To be clear, my feeling is that an endowment is useful if and only if the amount of money coming in as donations is an order of magnitude larger than currently. Specifically it would be useful if there was a sudden donation of an order of magnitude beyond our current revenues. It is conceivable that we might be able to grow in easy stages into a size where our revenues are even several orders of magnitude larger than currently before an endowment would be near inescapable. I have to say that in terms of future planning, when and if our revenues continue growing, it would be wise to begin the endowment sooner than it is absolutely indispensible, to give it time to grow.

It will be a glorious day when we are in a situation where all the money to run the servers can be scraped off the interest on the endowment. May I live to see that day!
Kat Walsh (mindspillage)
no response yet.
Kevin Riley O'Keeffe (KevinOKeeffe)
no response yet.
Lourie Pieterse (LouriePieterse)
no response yet.
Ralph Potdevin (Aruspice)
no response yet.
Relly Komaruzaman (Relly Komaruzaman)
no response yet.
Samuel Klein (Sj)
Wikimedia is 8 years old. We have built one of the informational wonders of the world, and our mission closes with the essential phrase, "in perpetuity" – yet we have hardly begun to plan for the future.

Yes, we need an endowment fund, and should set one up now, even before we have planned a fundraiser for it (see i.). An endowment is essential to safeguard the future of any long-lived institution. Our annual budget is now many times our basic operating expenses, with over $8M a year in recurring expenses in the current 2009-2010 financial plan (for comparison, $8M is roughly the annual upkeep of the Clinton Presidential Library).

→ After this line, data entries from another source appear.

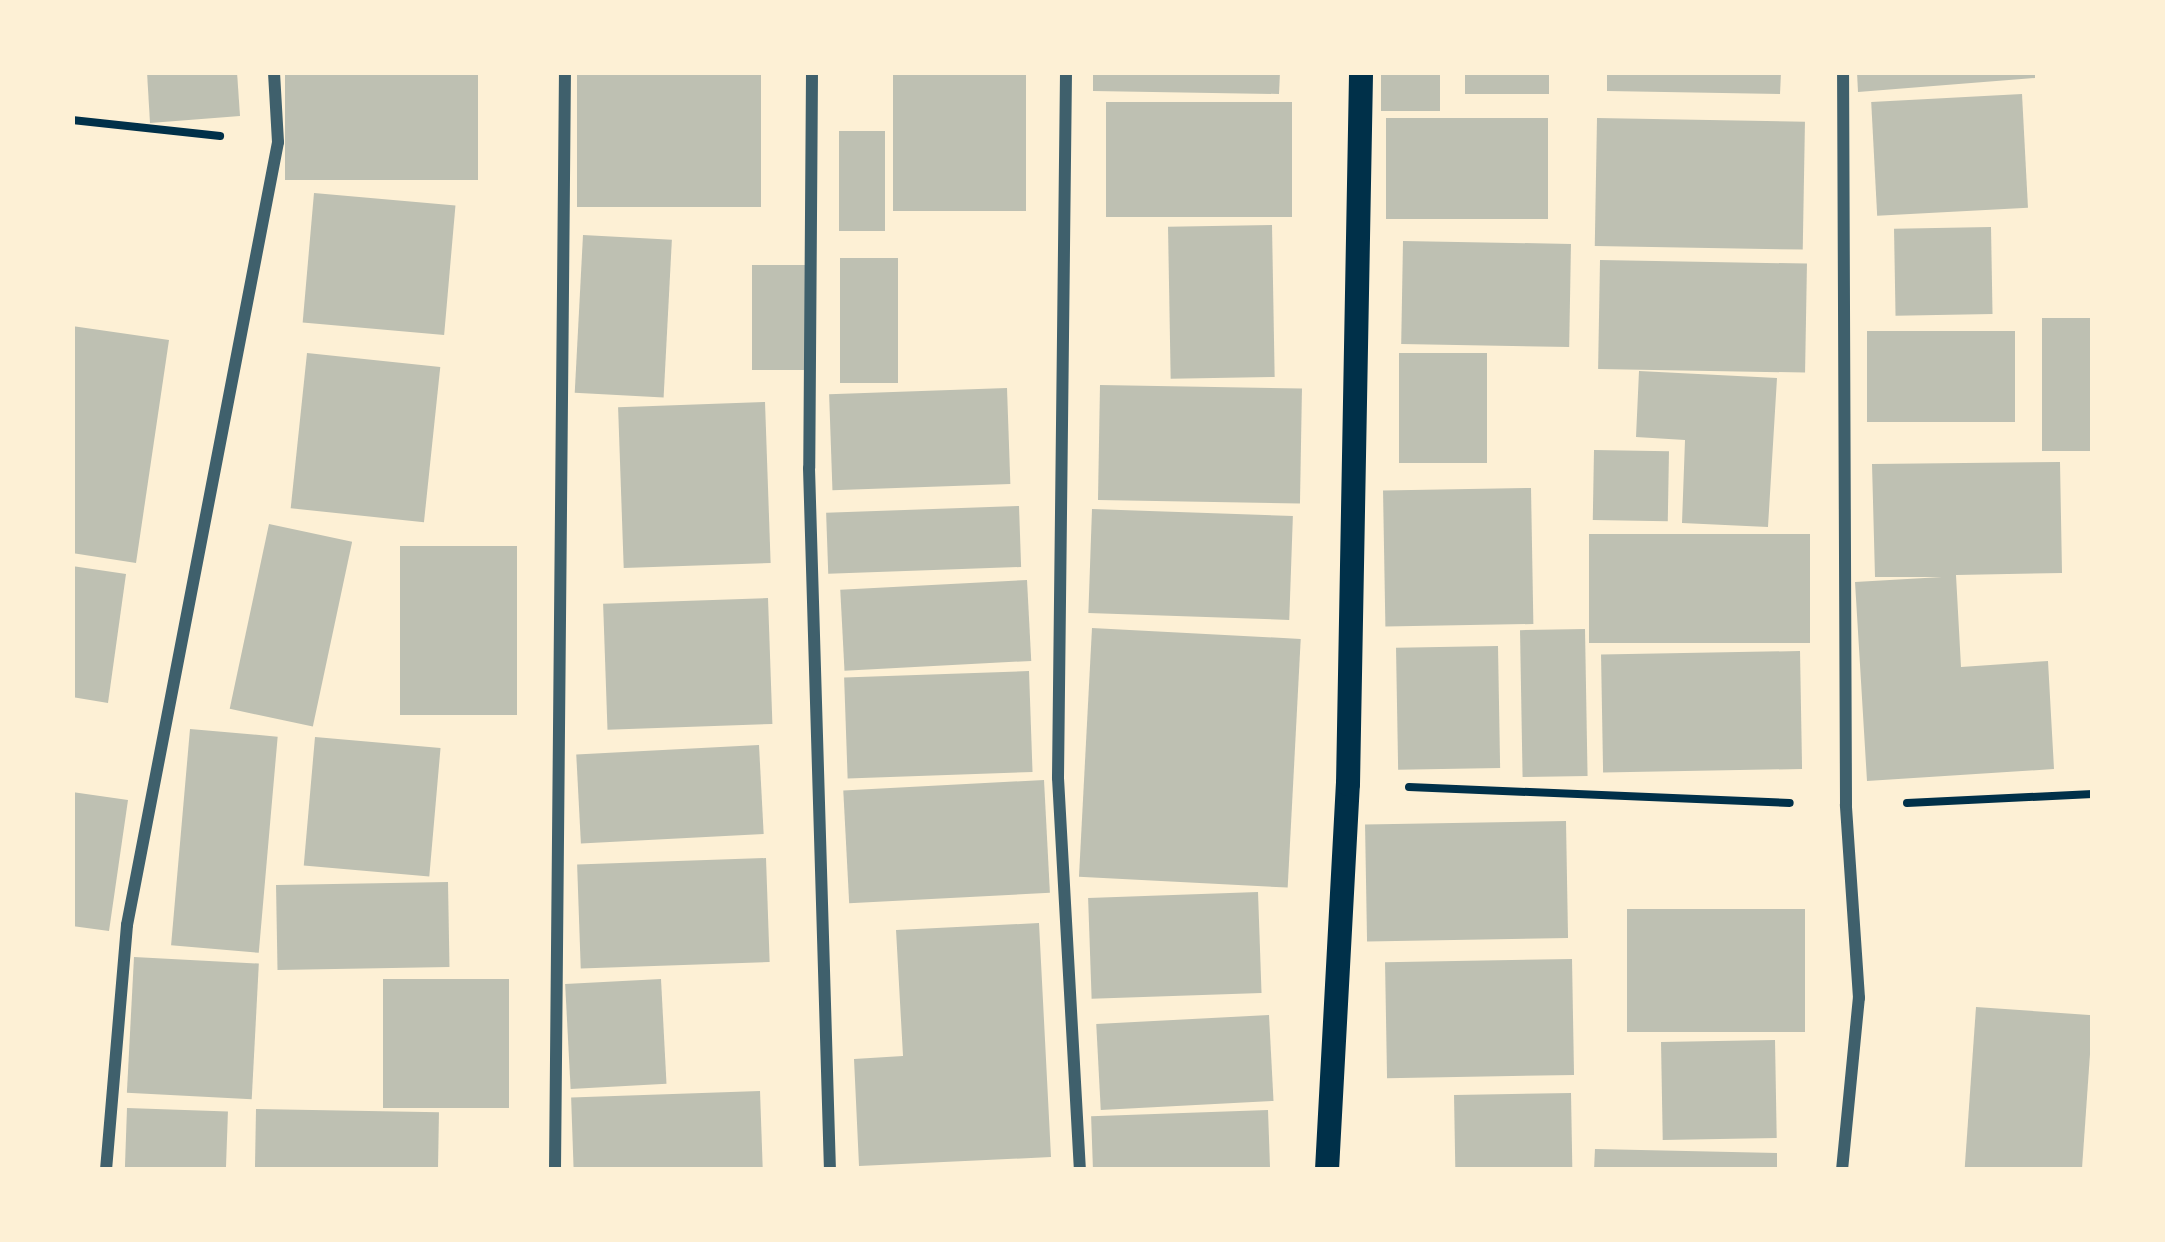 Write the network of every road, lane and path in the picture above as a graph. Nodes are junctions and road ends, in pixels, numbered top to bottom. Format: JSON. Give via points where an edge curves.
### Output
{"nodes":[{"id":1,"x":274,"y":72,"type":"edge"},
{"id":2,"x":565,"y":72,"type":"edge"},
{"id":3,"x":812,"y":72,"type":"edge"},
{"id":4,"x":1066,"y":72,"type":"edge"},
{"id":5,"x":1361,"y":72,"type":"edge"},
{"id":6,"x":1843,"y":72,"type":"edge"},
{"id":7,"x":72,"y":120,"type":"edge"},
{"id":8,"x":278,"y":142,"type":"junction"},
{"id":9,"x":1348,"y":784,"type":"junction"},
{"id":10,"x":2093,"y":794,"type":"edge"},
{"id":11,"x":1846,"y":806,"type":"junction"},
{"id":12,"x":106,"y":1170,"type":"edge"},
{"id":13,"x":554,"y":1170,"type":"edge"},
{"id":14,"x":830,"y":1170,"type":"edge"},
{"id":15,"x":1080,"y":1170,"type":"edge"},
{"id":16,"x":1327,"y":1170,"type":"edge"},
{"id":17,"x":1842,"y":1170,"type":"edge"}],
"edges":[{"from":1,"to":8,"type":"street"},
{"from":2,"to":13,"type":"street"},
{"from":3,"to":14,"type":"street","via":[[809,468]]},
{"from":4,"to":15,"type":"street","via":[[1058,778]]},
{"from":5,"to":9,"type":"main road"},
{"from":6,"to":11,"type":"street"},
{"from":7,"to":8,"type":"path"},
{"from":8,"to":12,"type":"street","via":[[127,925]]},
{"from":9,"to":11,"type":"path"},
{"from":9,"to":16,"type":"main road"},
{"from":10,"to":11,"type":"path"},
{"from":11,"to":17,"type":"street","via":[[1858,998]]}]}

Moreover, the plan calls for Foundation spending next year to grow faster than revenue - this is short-term planning. We must prepare for the long term at the same time.

(i) - Some donors, particularly larger individual donors, may give to an endowment what they would not to a general fund. The endowment should be supported through careful outreach to major donors, and through policies allocating a portion of major unrestricted gifts to the endowment. The greatest investment required to set up an endowment is the definition of what it would support, something that we must do regardless as part of strategic planning.
(ii) - This is a topic for discussion with the Foundation's finance team. The endowment should be large enough to sustainably support the basic operation of the Projects (see iii. below), able to grow with inflation while supporting any needed central server farms and technical support with its interest, and of a size that we can raise. An initial target of $10M would match current expenses. Expenses have grown geometrically in years past, but there has been no focus on separating the costs of a core set of services from other expenses.
(iii) - First we need to work together to definine a core set of services that define our mission. I would include:
  • Reliable read/write access to the projects through the Wikimedia domains, and the hardware and bandwidth this requires;
  • Reliable access to dumps and statistics
  • Reliable backups of private and public data
These services should be supported as robustly as possible : making it easier for third parties to help support them in-kind with their own time, money, and hardware; having someone keeping the infrastructure involved up and running - either with a dedicated team or with some other effective supporting network; maintaining and improving ways to find and access dumps, from a fileserver and mirrors to actively-seeded torrents of large files; and regularly generating statistics from available sources while protecting private data [which makes this a difficult task to let others share].
Distributions from the endowment should support all of this, as well as efforts to reduce the future cost of maintaining them.
Steve Smith (Sarcasticidealist)
no response yet.
Thomas Braun (Redlinux)
no response yet.
Ting Chen (Wing)
It depends on which kind of endowment. I am against any incentive programs that is initiated by the Foundation to encourage edits. I know that Hoodong does that, actually Hoodong Baike is almost entirely driven by incentives. But this is not the way of Wikimedians. We have a mission, and that is FREE knowledge, not incentive driven knowledge. What I would support is programs that can benefit us on fields where we need help. One such field is for example research. I would support endowment on research projects about Wikimedia projects, its outreach, its development, its community, our image in the public. We need to know a lot about ourselves, but good studies are rare.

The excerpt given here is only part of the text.